Filed December 29, 2009.
Appeal from the District Court, Hennepin County, File No. 27-CV-08-26817.
Jon S. Olson, Douglas P. Seaton, Thomas R. Revnew, Seaton, Beck Peters, P.A., (for appellant).
Burt A. Johnson, North Central States Regional Council of Carpenters, and Matthew R. Robbins, Previant, Goldberg, Uelmen, Gratz, Miller Brueggeman, S.C., (for respondents).
This opinion will be unpublished and may not be cited except as provided by Minn. Stat. § 480A.08, subd. 3 (2008).
This is an appeal from the district court's (1) denial of appellant's request for a temporary injunction or restraining order and (2) dismissal of appellant's complaint alleging unfair labor practices and trespass. Because the district court properly concluded that it lacked jurisdiction to address appellant's claims of unfair labor practices, which are preempted by federal law, we affirm the denial of temporary relief and dismissal of appellant's complaint regarding those claims. But because the district court failed to address appellant's trespass claim when dismissing appellant's complaint, we reverse in part and remand.
Appellant Friedges Drywall, Inc. (Friedges), a family-owned drywall company, is in a labor dispute with respondent North Central States Regional Council of Carpenters (the union). Since February 2008, the union has been picketing at Friedges's work sites to protest the wages and benefits that Friedges pays its workers, which the union claims are lower than area standards. The union places picketers at various work sites, and the picketers march, carry signs, and conduct chants. The union picketers also conduct ambulatory picketing, following Friedges's trucks to different sites and picketing where they stop.
Respondent Phil Askvig is the union's assistant director.
In October 2008, Friedges initiated a civil action against the union, alleging unfair labor practices under Minn. Stat. §§ 179.11(5), (6), (7), .13 (2008), and trespass. Friedges's complaint sought temporary and permanent injunctions and damages. Friedges also applied for a temporary restraining order. In answering Friedges's complaint, the union asserted, among other affirmative defenses, that Friedges's claims are preempted by federal law and should be dismissed.
The district court found the union's preemption argument meritorious, particularly in light of the fact that the National Labor Relations Board (NLRB) had previously reviewed and rejected similar claims. The district court concluded that Friedges's claims would be preempted unless a threat to public safety could be demonstrated. After an evidentiary hearing "to determine if jurisdiction exists, and whether issuance of a temporary injunction is proper," the district court found that there was no imminent threat to public safety and no evidence of unfair labor practices. On that basis, the district court concluded that Friedges's complaint was preempted, denied the temporary restraining order and temporary injunction, and dismissed Friedges's complaint. This appeal follows.

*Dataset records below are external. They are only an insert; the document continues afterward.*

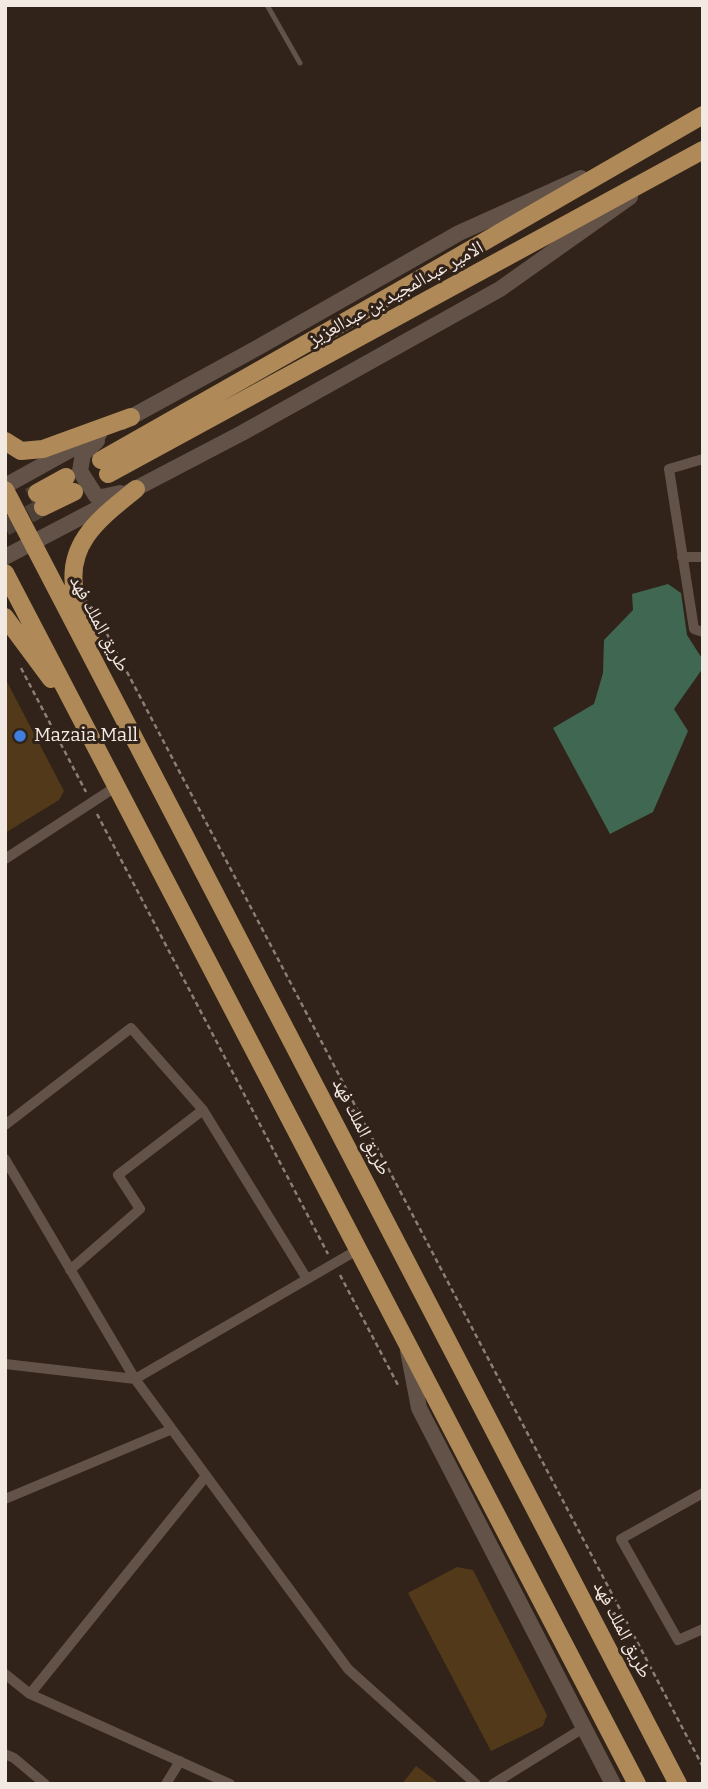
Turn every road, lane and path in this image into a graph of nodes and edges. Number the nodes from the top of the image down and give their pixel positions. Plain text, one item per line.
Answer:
1 (267, 5) edge
2 (300, 63) dead end
3 (703, 115) edge
4 (650, 146) junction
5 (703, 150) edge
6 (671, 168) junction
7 (131, 417) junction
8 (109, 429) junction
9 (5, 441) edge
10 (703, 459) edge
11 (70, 484) dead end
12 (5, 488) edge
13 (136, 489) junction
14 (40, 500) tunnel mouth
15 (32, 544) junction
16 (5, 557) edge
17 (682, 557) junction
18 (703, 557) edge
19 (5, 573) edge
20 (5, 617) edge
21 (104, 629) dead end
22 (703, 632) edge
23 (17, 659) dead end
24 (128, 725) junction
25 (93, 740) junction
26 (117, 786) junction
27 (91, 803) junction
28 (5, 859) edge
29 (203, 1110) junction
30 (5, 1125) edge
31 (6, 1163) edge
32 (359, 1249) junction
33 (334, 1264) junction
34 (70, 1270) junction
35 (307, 1279) junction
36 (405, 1338) junction
37 (5, 1364) edge
38 (135, 1379) junction
39 (403, 1396) dead end
40 (170, 1430) junction
41 (206, 1476) junction
42 (703, 1493) edge
43 (5, 1499) edge
44 (703, 1629) edge
45 (5, 1674) edge
46 (30, 1694) junction
47 (585, 1727) junction
48 (5, 1754) edge
49 (180, 1761) junction
50 (703, 1767) edge
51 (46, 1784) edge
52 (166, 1784) edge
53 (230, 1784) edge
54 (476, 1784) edge
55 (493, 1784) edge
56 (613, 1784) edge
57 (637, 1784) edge
58 (678, 1784) edge

1 - 2 lane
3 - 4 main road, الامير عبدالمجيد بن عبدالعزيز
4 - 6 main road, الامير عبدالمجيد بن عبدالعزيز
4 - 7 street
5 - 6 main road, الامير عبدالمجيد بن عبدالعزيز
6 - 13 street
7 - 8 street
7 - 9 main road
8 - 12 street
8 - 13 street
10 - 17 street
11 - 14 main road
12 - 15 main road, طريق الملك فهد
13 - 15 street
13 - 24 main road
15 - 16 street
15 - 24 main road, طريق الملك فهد
17 - 18 street
17 - 22 street
19 - 25 main road
20 - 25 main road
21 - 50 path
23 - 27 path
24 - 58 main road, طريق الملك فهد
25 - 26 main road
26 - 27 street
26 - 32 main road
27 - 28 street
27 - 33 path
29 - 30 street
29 - 34 street
29 - 35 street
31 - 34 street
32 - 33 street
32 - 36 main road
33 - 35 street
33 - 39 path
34 - 38 street
35 - 38 street
36 - 47 street
36 - 57 main road
37 - 38 street
38 - 40 street
40 - 41 street
40 - 43 street
41 - 46 street
41 - 54 street
42 - 44 street
45 - 46 street
46 - 49 street
47 - 55 street
47 - 56 street
48 - 51 street
49 - 52 street
49 - 53 street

In March 2008, Friedges filed a claim with the NLRB, claiming that the union had engaged in unfair labor practices prohibited by the National Labor Relations Act, 29 U.S.C. § 158(b)(4)(ii)(A), (B) (2006). The NLRB concluded that there was insufficient evidence of a violation. Friedges apparently did not appeal the decision.
We first consider Friedges's argument that the district court erred in denying its request for a temporary injunction. Whether to grant a temporary injunction generally is left to the discretion of the district court, and its decision will not be overturned on review absent a clear abuse of that discretion. Carl Bolander Sons Co. v. City of Minneapolis, 502 N.W.2d 203, 209 (Minn. 1993); see also Dahlberg Bros., Inc. v. Ford Motor Co., 272 Minn. 264, 274-75, 137 N.W.2d 314, 321-22 (1965) (setting forth five factors to consider in determining whether to grant an injunction). But the district court does not have discretion to grant an injunction when it lacks subject-matter jurisdiction. See Minn. R. Civ. P. 12.08(c) (requiring district court to dismiss any action over which it lacks subject-matter jurisdiction); Witzke v. Mesabi Rehab. Servs., Inc., 768 N.W.2d 127, 129 (Minn. App. 2009) (stating that "subject-matter jurisdiction goes to the court's authority to hear the matter at all"). Whether federal law preempts a state court from addressing a claim is a jurisdictional question subject to de novo review. Williams v. Bd. of Regents, 763 N.W.2d 646, 651 (Minn. App. 2009); Gatfield v. Gatfield, 682 N.W.2d 632, 635 (Minn. App. 2004), review denied (Minn. Sept. 29, 2004).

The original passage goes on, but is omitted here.